* [Exercise aim] The full set of entries must be copied exactly.

○ ○ ○ ○ ○

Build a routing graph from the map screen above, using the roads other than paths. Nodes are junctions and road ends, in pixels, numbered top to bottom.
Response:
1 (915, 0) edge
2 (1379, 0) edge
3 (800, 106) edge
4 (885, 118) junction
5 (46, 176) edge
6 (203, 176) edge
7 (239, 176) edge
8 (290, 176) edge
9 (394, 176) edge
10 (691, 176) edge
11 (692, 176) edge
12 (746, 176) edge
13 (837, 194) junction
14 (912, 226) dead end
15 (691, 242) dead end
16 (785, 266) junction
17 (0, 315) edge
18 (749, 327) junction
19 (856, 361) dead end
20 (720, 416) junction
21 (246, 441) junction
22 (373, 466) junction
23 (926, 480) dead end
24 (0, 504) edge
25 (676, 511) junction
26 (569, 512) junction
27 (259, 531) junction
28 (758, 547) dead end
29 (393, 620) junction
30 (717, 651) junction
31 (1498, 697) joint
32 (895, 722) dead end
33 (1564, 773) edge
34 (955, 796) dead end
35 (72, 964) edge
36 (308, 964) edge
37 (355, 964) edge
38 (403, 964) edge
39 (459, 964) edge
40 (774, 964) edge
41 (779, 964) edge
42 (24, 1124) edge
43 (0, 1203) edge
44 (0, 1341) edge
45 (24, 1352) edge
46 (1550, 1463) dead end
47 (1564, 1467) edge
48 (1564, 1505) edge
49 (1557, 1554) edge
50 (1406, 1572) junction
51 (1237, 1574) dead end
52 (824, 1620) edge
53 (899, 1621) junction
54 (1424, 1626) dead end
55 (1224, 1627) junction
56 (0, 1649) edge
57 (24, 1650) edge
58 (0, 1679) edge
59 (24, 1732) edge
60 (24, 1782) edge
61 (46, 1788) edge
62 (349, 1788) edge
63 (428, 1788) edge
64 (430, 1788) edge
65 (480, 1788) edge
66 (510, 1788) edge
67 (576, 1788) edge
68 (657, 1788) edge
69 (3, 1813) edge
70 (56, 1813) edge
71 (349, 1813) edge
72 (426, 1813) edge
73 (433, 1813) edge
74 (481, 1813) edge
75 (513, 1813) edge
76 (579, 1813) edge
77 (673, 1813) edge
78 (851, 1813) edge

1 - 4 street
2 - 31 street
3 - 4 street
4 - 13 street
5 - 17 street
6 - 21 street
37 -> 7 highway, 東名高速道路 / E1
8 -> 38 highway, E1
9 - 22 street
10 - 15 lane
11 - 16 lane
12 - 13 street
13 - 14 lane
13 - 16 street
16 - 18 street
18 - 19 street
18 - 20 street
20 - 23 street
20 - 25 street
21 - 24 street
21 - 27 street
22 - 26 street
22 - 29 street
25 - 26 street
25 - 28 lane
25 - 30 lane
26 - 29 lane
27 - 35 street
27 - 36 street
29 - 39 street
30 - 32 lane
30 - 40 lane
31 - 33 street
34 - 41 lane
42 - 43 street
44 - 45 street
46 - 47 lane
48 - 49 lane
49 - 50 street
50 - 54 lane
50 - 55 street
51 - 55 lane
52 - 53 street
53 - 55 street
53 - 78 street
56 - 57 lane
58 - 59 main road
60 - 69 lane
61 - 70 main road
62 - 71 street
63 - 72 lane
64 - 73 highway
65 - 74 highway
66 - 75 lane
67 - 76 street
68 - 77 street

○ ○ ○ ○ ○

* [Reply]
Build a routing graph from the map screen above, using the roads other than paths. Nodes are junctions and road ends, in pixels, numbered top to bottom.
Response:
1 (915, 0) edge
2 (1379, 0) edge
3 (800, 106) edge
4 (885, 118) junction
5 (46, 176) edge
6 (203, 176) edge
7 (239, 176) edge
8 (290, 176) edge
9 (394, 176) edge
10 (691, 176) edge
11 (692, 176) edge
12 (746, 176) edge
13 (837, 194) junction
14 (912, 226) dead end
15 (691, 242) dead end
16 (785, 266) junction
17 (0, 315) edge
18 (749, 327) junction
19 (856, 361) dead end
20 (720, 416) junction
21 (246, 441) junction
22 (373, 466) junction
23 (926, 480) dead end
24 (0, 504) edge
25 (676, 511) junction
26 (569, 512) junction
27 (259, 531) junction
28 (758, 547) dead end
29 (393, 620) junction
30 (717, 651) junction
31 (1498, 697) joint
32 (895, 722) dead end
33 (1564, 773) edge
34 (955, 796) dead end
35 (72, 964) edge
36 (308, 964) edge
37 (355, 964) edge
38 (403, 964) edge
39 (459, 964) edge
40 (774, 964) edge
41 (779, 964) edge
42 (24, 1124) edge
43 (0, 1203) edge
44 (0, 1341) edge
45 (24, 1352) edge
46 (1550, 1463) dead end
47 (1564, 1467) edge
48 (1564, 1505) edge
49 (1557, 1554) edge
50 (1406, 1572) junction
51 (1237, 1574) dead end
52 (824, 1620) edge
53 (899, 1621) junction
54 (1424, 1626) dead end
55 (1224, 1627) junction
56 (0, 1649) edge
57 (24, 1650) edge
58 (0, 1679) edge
59 (24, 1732) edge
60 (24, 1782) edge
61 (46, 1788) edge
62 (349, 1788) edge
63 (428, 1788) edge
64 (430, 1788) edge
65 (480, 1788) edge
66 (510, 1788) edge
67 (576, 1788) edge
68 (657, 1788) edge
69 (3, 1813) edge
70 (56, 1813) edge
71 (349, 1813) edge
72 (426, 1813) edge
73 (433, 1813) edge
74 (481, 1813) edge
75 (513, 1813) edge
76 (579, 1813) edge
77 (673, 1813) edge
78 (851, 1813) edge

1 - 4 street
2 - 31 street
3 - 4 street
4 - 13 street
5 - 17 street
6 - 21 street
37 -> 7 highway, 東名高速道路 / E1
8 -> 38 highway, E1
9 - 22 street
10 - 15 lane
11 - 16 lane
12 - 13 street
13 - 14 lane
13 - 16 street
16 - 18 street
18 - 19 street
18 - 20 street
20 - 23 street
20 - 25 street
21 - 24 street
21 - 27 street
22 - 26 street
22 - 29 street
25 - 26 street
25 - 28 lane
25 - 30 lane
26 - 29 lane
27 - 35 street
27 - 36 street
29 - 39 street
30 - 32 lane
30 - 40 lane
31 - 33 street
34 - 41 lane
42 - 43 street
44 - 45 street
46 - 47 lane
48 - 49 lane
49 - 50 street
50 - 54 lane
50 - 55 street
51 - 55 lane
52 - 53 street
53 - 55 street
53 - 78 street
56 - 57 lane
58 - 59 main road
60 - 69 lane
61 - 70 main road
62 - 71 street
63 - 72 lane
64 - 73 highway
65 - 74 highway
66 - 75 lane
67 - 76 street
68 - 77 street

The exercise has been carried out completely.